INTRODUCTION:
With the advent of technology and development, virtual clinical trials (VCTs) are gaining more and more popularity among patients and health care providers alike. It is because of the benefits like improved patient engagement, effective costs and improvement in data capturing that these trials provide. Virtual trials are being appreciated by both sides of the picture, since they allow easy access and autonomy to the patients, and also saves time of the health care professionals or the research unit staff.
Have you ever wondered how this complicated method of Virtual Trial works? What are the obstacles, and how may clinical studies be conducted virtually? Well, this post will help you understand about ePRO and eCOA, and their differences.
WHAT ARE CLINICAL TRIALS AND VIRTUAL CLINICAL TRIALS?
Clinical treatments are designed and tested on volunteers in research studies to determine their efficacy, potency, and safety. These clinical interventions may take the shape of medications, newer surgeries, and so on. Following successful trials, these studies assist researchers in developing more effective treatment options for the general population.
Clinical trials with digital health care technologies with remote participation of volunteers and research unit is called Virtual Clinical Trial. It is a much better version of traditional trials, saving time and providing better assessment within low cost.

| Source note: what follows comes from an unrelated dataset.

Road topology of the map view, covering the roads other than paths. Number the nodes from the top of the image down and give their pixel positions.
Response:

USE OF eCOA AND ePRO IN Virtual clinical trials:
Virtual trials include two critical components: ePRO and eCOA. Electronic Clinical Outcome Assessment, commonly known as eCOA and electronic Patient Reported Outcomes, otherwise known as ePRO, are helpful in collecting, maintaining and assessing data about patient’s health, both before and after the therapy, and the course of treatment. These tools indicate safety and efficiency of the treatment and medications.
WHAT IS eCOA AND ePRO?
ePRO and eCOA are two methods for collecting data from research study volunteers.
Electronic Clinical Outcome Assessment (eCOA):
This instrument, which is popular among CROs and funders, facilitates in gathering data on participants’ health state, illness development, or prognosis via electrical methods. Smartphone apps, wearable bands, and other gadgets may be included.
Benefits of eCOA:
It provides autonomy to the participants, full access to report at any time or place. It ensures patient treatment adherence and leaves no chance of missed surveys. Data collected through eCOA is more efficiently collected, trustworthy, and timely than data obtained through traditional techniques. It speeds up data collections and ensures quality data analyses.

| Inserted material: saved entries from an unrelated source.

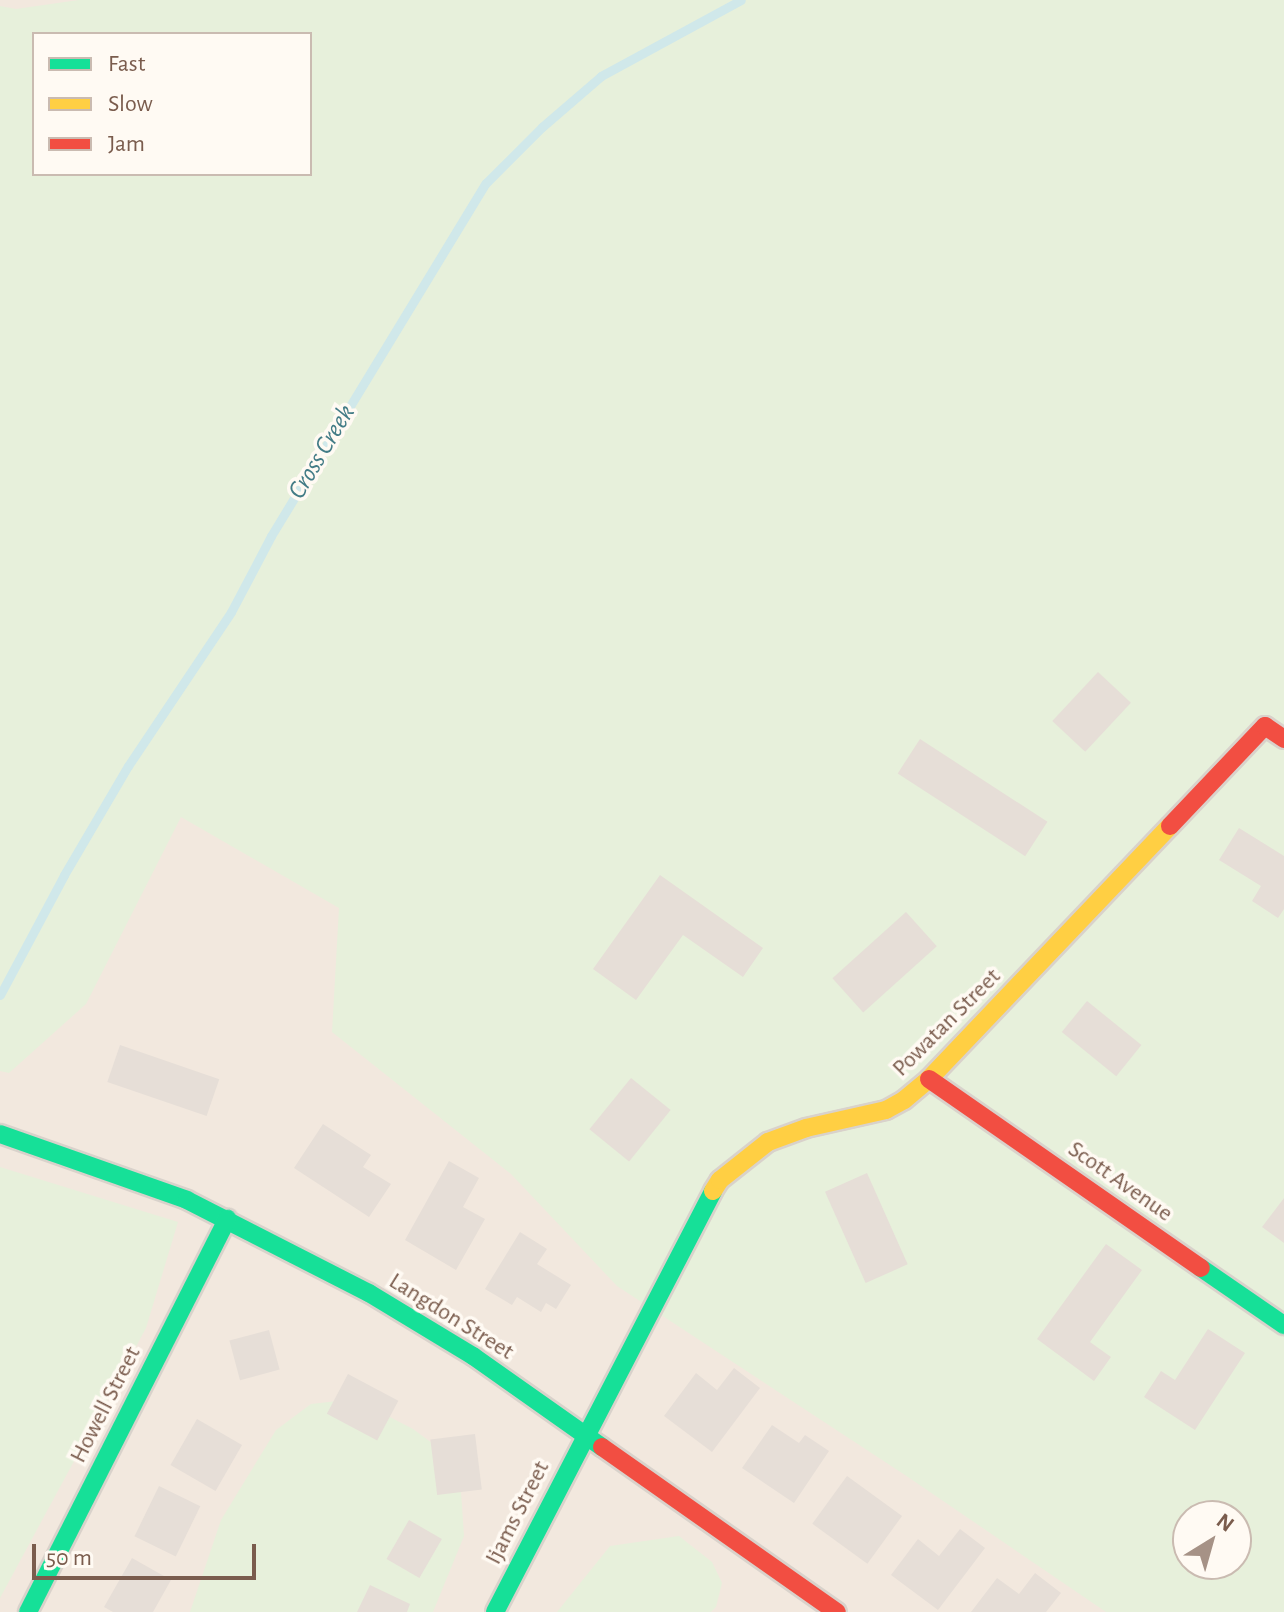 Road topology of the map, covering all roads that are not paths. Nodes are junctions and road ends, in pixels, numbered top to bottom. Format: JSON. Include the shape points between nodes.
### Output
{"nodes":[{"id":1,"x":1284,"y":739,"type":"edge"},
{"id":2,"x":929,"y":1079,"type":"junction"},
{"id":3,"x":0,"y":1134,"type":"edge"},
{"id":4,"x":227,"y":1219,"type":"junction"},
{"id":5,"x":1284,"y":1325,"type":"edge"},
{"id":6,"x":584,"y":1436,"type":"junction"},
{"id":7,"x":28,"y":1612,"type":"edge"},
{"id":8,"x":495,"y":1612,"type":"edge"},
{"id":9,"x":837,"y":1612,"type":"edge"}],
"edges":[{"from":1,"to":2,"type":"street","name":"Powatan Street","via":[[1265,726]]},
{"from":2,"to":5,"type":"street","name":"Scott Avenue"},
{"from":2,"to":6,"type":"street","name":"Powatan Street","via":[[886,1110],[768,1142],[720,1180]]},
{"from":3,"to":4,"type":"street","name":"Langdon Street"},
{"from":4,"to":6,"type":"street","name":"Langdon Street","via":[[369,1293]]},
{"from":4,"to":7,"type":"street","name":"Howell Street"},
{"from":6,"to":8,"type":"street","name":"Ijams Street"},
{"from":6,"to":9,"type":"street","name":"Langdon Street"}]}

Electronic Patient Reported Outcomes (ePRO):
Participants monitor and record their own health state and electronically report their symptoms and health status using digital tools, polls, surveys, and so on.
Advantages of ePRO:
ePRO systems, as part of the eCOA system, make clinical trial processes less stressful for both patients and researchers. Data might be acquired in person or remotely. Moreover, these are cost effective ways.
DIFFERENCE BETWEEN EPRO AND ECOA:
eCOA collects data using ePRO or ePRO is essentially a kind of eCOA. Both systems work together to give a more accurate evaluation of participants’ health and contentment, resulting in better study findings and a better prediction. Data reported by volunteers is remotely transferred to research authorities and health care professionals via ePRO.
Both assessment aspects enable greater enrolment and engagement of study participants, as well as retention of their knowledge for better outcomes in developing potential therapeutic targets for the general population. VCT participants may simply complete survey and feedback activities on their health status and satisfaction from any distant place. Furthermore, because eCOA and ePRO provide survey forms that require minimal knowledge from participants, these platforms make VCT data gathering easier.
When it comes to evaluation of outcomes, ePRO along with eCOA systems allow participants to work from any location and submit their health metrics, giving them more possibilities.
For health care workers and research study teams, it provides real time patient surveillance. Improved data quality yields actionable information that can be viewed, accessed and studied with less deployment time. Enhanced data quality helps them with decision making regarding treatment efficacy, possible side effects and dosage.
Other advantages of using eCOA and ePRO in clinical trials include little to no error that may occur due to unreadable handwriting, poor sorting of data or misplaced data, greater teamwork experience with no communication block, and enhanced reporting. Using ePRO patients report their symptoms and views regarding the intervention made and eCOA itself assesses them using digital technology measures. The outcome of these efficient trials is enhanced prognosis, wider therapeutic options for treating patients with different histories, and implementation of treatment trial that has more success rate.
CONCLUSION:
In clinical research studies, Electronic Clinical Outcome Assessment, or eCOA and electronic Patient Reported Outcomes, known as ePRO forms integral part of modernized clinical trials conducted virtually or in real. They provide better assessment of research participant’s health condition than those conventional means, eradicating human errors leading to the implementation of better treatment strategies and more options.